1. Key Laboratory of Special Purpose Equipment and Advanced Manufacturing Technology, Ministry of Education & Zhejiang Province, Zhejiang University of Technology, Hangzhou 310014, China;

2. College of Mechanical and Electrical Engineering, Jinhua Polytechnic, Jinhua 321007, China

Received 17 November 2014; accepted 23 April 2015

Abstract:

The possibility of the electric-hydraulic chattering technology and its application in the cold extrusion were presented. The conventional and electric-hydraulic chattering assisted backward extrusion processes were performed on 6061 aluminum alloy billets at room temperature. The experimental results showed that 5.65% reduction in the extrusion load was attained if the die and ejector were vibrated at a frequency of 100 Hz and amplitude of 0.013 mm in the longitudinal direction. The friction coefficient at the billet and tool system interface determined from the finite element analysis (FEA) decreased from 0.2 without chattering to 0.1 with application of electric-hydraulic chattering. The higher values of instantaneous velocity and direction change of material flow were achieved during the chattering assisted backward extrusion process. The strain distribution of the chattering assisted backward extrusion billet revealed lower maximum strain and smoother strain distribution in comparison with that produced by the conventional extrusion method.

Key words:

6061aluminum alloy; conventional backward extrusion; electric-hydraulic chattering assisted backward extrusion; finite element analysis; material flow; strain distribution;

1 Introduction

Vibration assisted metal forming is one of the most recent and beneficial process improvements in which vibration is applied on the billet or the die to improve forming process because of the lower forming load, better surface qualities and higher precision of the parts [1,2]. However, the influence that the extent to which the vibration may be advantageous depends on the type of process, the vibration exciting method, the mode of vibration, and so on [3].

Various types of deformation test have been carried out to investigate the influences of vibration. By using a piezoelectric transducer (PZT), BUNGET and NGAILE [4] superimposed ultrasonic vibration on micro-extrusion setup, and a significant reduction on the extrusion force and an obvious improvement in the surface of the deformed parts were observed. SIEGERT and [5] reported similar results during vibration assisted wire

drawing process. BAI and YANG [6] superimposed vibration on metal foil surface finishing process and found improvement in the surface roughness. SEO et al [7] developed an audio frequency vibration (AFV) micro-forming system and found experimentally that the formability could be increased. By means of magnetostrictive transducer, SUSAN et al [8,9] applied vibration on ball-bearing steel wire drawing and found the decrease of the friction coefficient between the workpiece and die interface. YAO et al [10] observed the stress decreasing during vibration assisted micro/meso upsetting process. JIMMA et al [11] observed experimentally that higher vibration frequency can lead to higher limiting drawing ratio, greater accuracy and deeper cups by using electrostrictive transducer. It should be noted that the exciting vibration technologies described above were applied only in the metal forming process requiring lower forming load, such as micro/ meso forming and wire drawing forming process.

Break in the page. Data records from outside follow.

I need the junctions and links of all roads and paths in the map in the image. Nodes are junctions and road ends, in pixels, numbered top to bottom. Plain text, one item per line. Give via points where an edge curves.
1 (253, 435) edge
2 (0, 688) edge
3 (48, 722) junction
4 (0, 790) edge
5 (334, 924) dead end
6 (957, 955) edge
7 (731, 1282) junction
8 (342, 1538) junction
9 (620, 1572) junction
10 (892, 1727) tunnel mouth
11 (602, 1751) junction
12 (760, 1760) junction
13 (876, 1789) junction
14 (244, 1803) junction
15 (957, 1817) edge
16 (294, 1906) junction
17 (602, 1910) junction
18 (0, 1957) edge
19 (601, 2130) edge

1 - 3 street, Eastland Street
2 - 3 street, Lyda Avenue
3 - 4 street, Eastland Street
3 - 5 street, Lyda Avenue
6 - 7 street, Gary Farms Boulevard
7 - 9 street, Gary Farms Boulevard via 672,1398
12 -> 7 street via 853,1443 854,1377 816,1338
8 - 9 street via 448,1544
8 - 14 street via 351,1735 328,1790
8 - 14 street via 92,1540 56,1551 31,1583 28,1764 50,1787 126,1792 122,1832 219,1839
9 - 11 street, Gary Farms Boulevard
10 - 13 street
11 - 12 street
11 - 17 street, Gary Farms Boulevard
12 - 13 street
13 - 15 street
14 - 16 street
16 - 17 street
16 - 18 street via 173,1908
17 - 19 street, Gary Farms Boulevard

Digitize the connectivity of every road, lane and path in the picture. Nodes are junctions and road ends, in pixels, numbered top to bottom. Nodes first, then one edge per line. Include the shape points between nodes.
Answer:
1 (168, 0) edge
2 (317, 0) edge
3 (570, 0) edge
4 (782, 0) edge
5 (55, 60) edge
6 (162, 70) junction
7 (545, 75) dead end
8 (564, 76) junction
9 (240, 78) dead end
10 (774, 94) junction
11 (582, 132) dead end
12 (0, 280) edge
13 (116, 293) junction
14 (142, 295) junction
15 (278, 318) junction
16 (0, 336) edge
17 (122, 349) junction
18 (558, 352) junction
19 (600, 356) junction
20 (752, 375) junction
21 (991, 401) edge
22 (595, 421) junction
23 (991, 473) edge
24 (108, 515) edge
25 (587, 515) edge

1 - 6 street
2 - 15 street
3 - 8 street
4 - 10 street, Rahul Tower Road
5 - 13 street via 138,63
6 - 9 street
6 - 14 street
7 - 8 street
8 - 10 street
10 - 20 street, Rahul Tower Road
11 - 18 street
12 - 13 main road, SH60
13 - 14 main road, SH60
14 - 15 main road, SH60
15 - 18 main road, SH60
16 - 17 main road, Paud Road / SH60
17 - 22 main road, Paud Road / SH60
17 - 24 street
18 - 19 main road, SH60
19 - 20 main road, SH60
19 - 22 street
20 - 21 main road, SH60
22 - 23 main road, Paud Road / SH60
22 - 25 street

Additionally, other exciting vibration technologies developed for the metal forming processes with higher forming load are also reported. OSAKADA et al [12] applied vibration on the container using a motor during enclosed-die forging and observed significant decrease in the forming load. CAI and JIANG [13] experimentally found that lower forming force, shorter forming time, and better forming quality can be attained by the hydraulic exciting vibration rotary forging. BOCHNIAK et al [14] superimposed rotary vibration on the punch or the anvil during compression and forging process and found that the lower forging force was required in comparison with the conventional method. MILENIN et al [15] investigated the process of flat rolling with additional vibration of rolls along their axes by using a numerical model. However, lower frequencies and greater amplitudes of the vibration were produced by these exiting vibration technologies. It may restrict the applications of these technologies in the metal precision forming processes. An electric-hydraulic chattering technology was presented to solve these problems [16].

Numerical simulations are often employed for understanding the metal forming process because of the difficulty of performing measurements inside a die. Therefore, the finite element method (FEM) is often used to predict the required forming load, effective strain, stress distribution and temperature gradient at any instant

of time during a forming process [17].

The main aim of the present work is to study the differences between the conventional backward extrusion (CBE) and electric-hydraulic chattering assisted backward extrusion (EHCABE) processes in load requirement, material flow and strain distribution. Experiments of both processes at room temperature were performed. Additionally, a commercial finite element analysis software Deform-3D was employed to evaluate the friction coefficient between the billets and die interface, and predict the deformation behavior of the material in the CBE and EHCABE processes such as velocity of material flow and strain distributions.

2 Experimental

To carry out EHCABE process, a special experimental setup with electric-hydraulic chattering was designed and prepared (see Fig. 1). The electric- hydraulic chattering platform was composed of a circular plate used for fixing the die, an upper plate with grooves and a lower plate with oil duct for passing hydraulic oil. Due to the grooves, the chattering of upper plate could be excited by the hydraulic oil controlled by a high frequency exciting vibration valve. The frequency and amplitude of chattering can be adjusted by using a specially designed control test device with a frequency generator and by changing the output fluid pressure of the oil pump respectively. A pressure sensor was used to detect the extrusion load, and a laser displacement sensor was utilized to measure the chattering amplitude and frequency. Furthermore, with a control test device, the value of the hydraulic fluid pressure can be measured and recorded.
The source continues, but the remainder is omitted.